- Facebook ist der bessere Geheimdienst
Der BND plant eine groß angelegte technische Modernisierung zur detaillierten und schnelleren Auswertung von Nutzerdaten aus sozialen Netzwerken. Vor allem in der Opposition sorgen die Pläne für Widerstand. Dabei geben die Nutzer von Facebook, Twitter und Co. längst ihre Geheimnisse freiwillig preis
Von Helmut Schmidt stammt der Ausspruch, statt der vielen geheim gestempelten Berichte, die ihm die westdeutschen Auslandsspione vom Bundesnachrichtendienst tagtäglich ins Kanzleramt schickten, lese er lieber gleich die Neue Zürcher Zeitung, aus der sie abgeschrieben hätten. Schmidt hielt die damals noch im bayrischen Pullach angesiedelte Geheimtruppe für entbehrlich. Abschaffen mochte aber auch er sie nicht.
Jetzt lasen wir am Wochenende die Schreckensnachricht, dass eben dieser BND nicht mehr nur aus Zeitungen abschreiben, sondern auch in die so genannten „sozialen Netzwerke“ wie Twitter und Facebook eindringen will. Mitlesen und mitschneiden wollten die Spione, was Hinz und Kunz und Krethi und Plethi einander mitzuteilen haben, hieß es. Und zwar in „Echtzeit“ während die Plaudertaschen online sind. Dafür müsse der Dienst aber digital aufrüsten und verlange daher vom Bundestag für neue Software und Spähprogramme insgesamt 300 Millionen Euro extra.
Riecht das nicht gleich nach NSA und ganz großer Verschwörung? BND schnüffelt die Facebook- und Twitter-Gemeinde aus! Und will dafür noch Geld vom Steuerzahler! Unerhört. Der für Verschwörungstheorien aller Art stets zuständige Christian Ströbele von den Grünen war sofort zur Stelle und überhaupt nicht überrascht, dass der BND seine Kapazitäten ausbauen will „gerade in dem Bereich, den wir bei der NSA und dem NSA-Skandal immer wieder kritisiert haben.“ Im Deutschlandfunk wurde die Frage erörtert, ob man nun neben dem NSA- auch noch einen BND-Untersuchungsausschuss braucht. Auch im Netz breitete sich Unruhe aus. Haben wir da etwa schon wieder einen neuen Skandal?
Privatsphäre in Eigenregie
Geheimdienste interessieren sich bekanntlich für alles. Geheimnisse aufzudecken, ist ihr Auftrag. Und solange sie nur mitlesen und aufzeichnen, was die Bewohner und Nutzer des Internets via Facebook und Twitter einander freiwillig offenbaren, tun sie nichts Unrechtes.
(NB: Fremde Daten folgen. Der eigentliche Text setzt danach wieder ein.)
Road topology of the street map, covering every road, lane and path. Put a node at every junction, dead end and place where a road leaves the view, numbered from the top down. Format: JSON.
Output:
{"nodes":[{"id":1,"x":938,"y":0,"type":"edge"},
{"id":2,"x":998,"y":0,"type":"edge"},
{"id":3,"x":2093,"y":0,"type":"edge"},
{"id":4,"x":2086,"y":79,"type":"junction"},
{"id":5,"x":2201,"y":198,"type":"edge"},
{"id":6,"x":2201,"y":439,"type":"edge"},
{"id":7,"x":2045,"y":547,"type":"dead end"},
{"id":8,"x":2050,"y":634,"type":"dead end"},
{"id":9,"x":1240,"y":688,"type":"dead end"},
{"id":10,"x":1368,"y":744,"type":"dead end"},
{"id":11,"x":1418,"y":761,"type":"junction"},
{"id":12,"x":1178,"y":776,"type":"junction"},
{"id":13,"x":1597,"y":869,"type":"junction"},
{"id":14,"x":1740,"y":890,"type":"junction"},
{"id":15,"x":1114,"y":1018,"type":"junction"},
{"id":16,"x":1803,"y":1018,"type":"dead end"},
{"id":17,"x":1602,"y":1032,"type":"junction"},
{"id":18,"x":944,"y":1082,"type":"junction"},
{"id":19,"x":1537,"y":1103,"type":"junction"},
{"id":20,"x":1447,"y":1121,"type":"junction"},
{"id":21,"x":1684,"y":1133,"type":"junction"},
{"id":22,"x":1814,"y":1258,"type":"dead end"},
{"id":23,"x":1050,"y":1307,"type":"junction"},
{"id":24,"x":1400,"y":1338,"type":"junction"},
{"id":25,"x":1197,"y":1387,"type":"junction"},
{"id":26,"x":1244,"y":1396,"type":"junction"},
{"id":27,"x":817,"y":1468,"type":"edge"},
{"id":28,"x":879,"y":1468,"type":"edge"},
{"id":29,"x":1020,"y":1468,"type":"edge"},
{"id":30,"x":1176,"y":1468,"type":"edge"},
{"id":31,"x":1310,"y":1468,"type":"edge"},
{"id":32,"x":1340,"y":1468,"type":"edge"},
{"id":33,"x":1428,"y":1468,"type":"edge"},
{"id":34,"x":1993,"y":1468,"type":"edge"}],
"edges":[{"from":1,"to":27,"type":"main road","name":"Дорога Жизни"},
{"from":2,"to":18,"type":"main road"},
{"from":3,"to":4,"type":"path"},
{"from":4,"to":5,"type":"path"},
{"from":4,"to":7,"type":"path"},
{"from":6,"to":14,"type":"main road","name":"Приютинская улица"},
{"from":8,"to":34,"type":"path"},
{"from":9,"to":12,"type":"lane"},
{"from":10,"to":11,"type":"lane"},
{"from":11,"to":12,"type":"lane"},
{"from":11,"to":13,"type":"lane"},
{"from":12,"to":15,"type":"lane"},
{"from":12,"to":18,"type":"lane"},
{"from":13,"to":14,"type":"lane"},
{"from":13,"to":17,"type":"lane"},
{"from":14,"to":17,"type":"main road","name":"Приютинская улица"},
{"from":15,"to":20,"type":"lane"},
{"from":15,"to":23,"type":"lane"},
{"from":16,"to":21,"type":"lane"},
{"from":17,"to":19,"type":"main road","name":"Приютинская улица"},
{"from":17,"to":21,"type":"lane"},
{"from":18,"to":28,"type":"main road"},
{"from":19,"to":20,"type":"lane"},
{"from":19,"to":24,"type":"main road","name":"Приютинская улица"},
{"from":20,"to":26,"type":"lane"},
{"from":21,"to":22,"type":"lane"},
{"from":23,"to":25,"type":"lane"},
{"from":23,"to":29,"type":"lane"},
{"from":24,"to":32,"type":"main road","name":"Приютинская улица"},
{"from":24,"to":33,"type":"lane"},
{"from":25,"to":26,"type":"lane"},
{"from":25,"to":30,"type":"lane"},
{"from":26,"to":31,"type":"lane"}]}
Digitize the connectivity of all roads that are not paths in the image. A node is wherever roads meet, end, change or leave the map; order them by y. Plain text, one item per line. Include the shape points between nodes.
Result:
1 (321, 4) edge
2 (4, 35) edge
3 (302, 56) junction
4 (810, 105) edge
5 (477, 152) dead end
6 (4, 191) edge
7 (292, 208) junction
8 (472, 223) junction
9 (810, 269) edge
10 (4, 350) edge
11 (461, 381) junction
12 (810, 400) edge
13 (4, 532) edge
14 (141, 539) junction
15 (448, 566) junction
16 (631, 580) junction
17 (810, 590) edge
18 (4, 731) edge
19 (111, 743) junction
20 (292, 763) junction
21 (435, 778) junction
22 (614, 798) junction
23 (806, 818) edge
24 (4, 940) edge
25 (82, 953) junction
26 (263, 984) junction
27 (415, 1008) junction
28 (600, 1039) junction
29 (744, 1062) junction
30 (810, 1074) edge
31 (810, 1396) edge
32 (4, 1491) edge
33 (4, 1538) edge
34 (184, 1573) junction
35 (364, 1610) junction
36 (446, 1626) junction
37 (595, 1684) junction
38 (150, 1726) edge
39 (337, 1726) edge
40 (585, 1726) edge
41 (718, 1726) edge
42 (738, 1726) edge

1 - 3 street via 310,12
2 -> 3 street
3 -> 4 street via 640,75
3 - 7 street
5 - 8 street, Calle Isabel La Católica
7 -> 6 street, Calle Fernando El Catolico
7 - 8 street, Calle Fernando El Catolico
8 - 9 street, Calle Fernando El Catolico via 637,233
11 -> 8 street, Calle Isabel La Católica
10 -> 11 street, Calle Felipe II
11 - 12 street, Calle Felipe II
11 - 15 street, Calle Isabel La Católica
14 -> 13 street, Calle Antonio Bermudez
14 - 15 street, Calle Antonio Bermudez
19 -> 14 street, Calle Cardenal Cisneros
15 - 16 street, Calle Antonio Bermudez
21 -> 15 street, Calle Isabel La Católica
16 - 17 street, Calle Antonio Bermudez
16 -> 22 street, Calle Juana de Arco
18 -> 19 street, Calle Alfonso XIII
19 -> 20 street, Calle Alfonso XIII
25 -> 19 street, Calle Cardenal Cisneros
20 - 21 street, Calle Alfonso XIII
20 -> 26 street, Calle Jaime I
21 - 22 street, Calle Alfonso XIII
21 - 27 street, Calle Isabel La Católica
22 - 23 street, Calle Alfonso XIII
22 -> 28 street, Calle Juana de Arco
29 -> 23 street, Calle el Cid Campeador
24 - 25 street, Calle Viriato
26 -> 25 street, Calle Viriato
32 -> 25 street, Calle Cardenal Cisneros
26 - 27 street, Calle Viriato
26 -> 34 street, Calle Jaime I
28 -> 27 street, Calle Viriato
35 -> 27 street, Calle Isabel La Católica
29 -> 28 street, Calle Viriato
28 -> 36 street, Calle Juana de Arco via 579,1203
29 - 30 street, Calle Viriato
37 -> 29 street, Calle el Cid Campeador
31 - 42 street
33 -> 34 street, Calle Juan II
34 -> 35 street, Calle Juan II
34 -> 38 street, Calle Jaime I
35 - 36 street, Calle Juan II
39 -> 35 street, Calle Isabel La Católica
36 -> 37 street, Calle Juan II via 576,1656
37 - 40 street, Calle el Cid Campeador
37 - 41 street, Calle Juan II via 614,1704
Nicht die Geheimdienste sind in diesem Fall das Problem, sondern die offenherzigen Nutzer des World Wide Web.
Ein früherer Stasioffizier wurde von einem Interviewer gefragt, was ihm heute, wäre er noch aktiv in seinem Gewerbe, fehlen würde. Er antwortete mit entwaffnender Offenheit: „Was soll da noch fehlen? Es ist ja alles da.“ Facebook sei dank. Mehr Datenspeicherung geht nicht. Zur Überwachung braucht man heute gar keine Geheimdienste mehr. Wir überwachen uns selbst.
Wer ohne Not wildfremden Menschen mitteilt, welche Bücher er liest, welche Reisen er plant und was ihn tagtäglich beschäftigt, der muss sich nicht wundern, wenn nicht nur die Werbewirtschaft aus seinen Vorlieben und Leidenschaften Profile erarbeitet, um den Konsum zu erhöhen, sondern auch die Geheimdienste mitlesen. Diskretion gibt es nicht in den sozialen Netzen. Wer sich ihnen anvertraut, verzichtet auf das vom Grundgesetz geschützte Post- und Fernmeldegeheimnis.
Angeblich geht es dem BND – seinem Auftrag gemäß – selbstverständlich nicht um Informationen, die im Inland ausgetauscht werden, sondern ausschließlich um solche, die außerhalb der Republik weltweit online anfallen. Das allerdings wirft die interessante Frage auf, wie man im globalen Netz zwischen Inland und Ausland unterscheiden will. Insofern lohnt es sich also schon, sehr genau hinzuschauen, was der Bundesnachrichtendienst mit den 300 Millionen Euro anstellen will, die er jetzt vom Parlament für die „digitale Aufrüstung“ verlangt. Vielleicht wäre es billiger und auch ergiebiger, sich ein gutes Zeitungsarchiv zuzulegen oder auch in Zukunft lieber gleich die Neue Zürcher Zeitung zu abonnieren.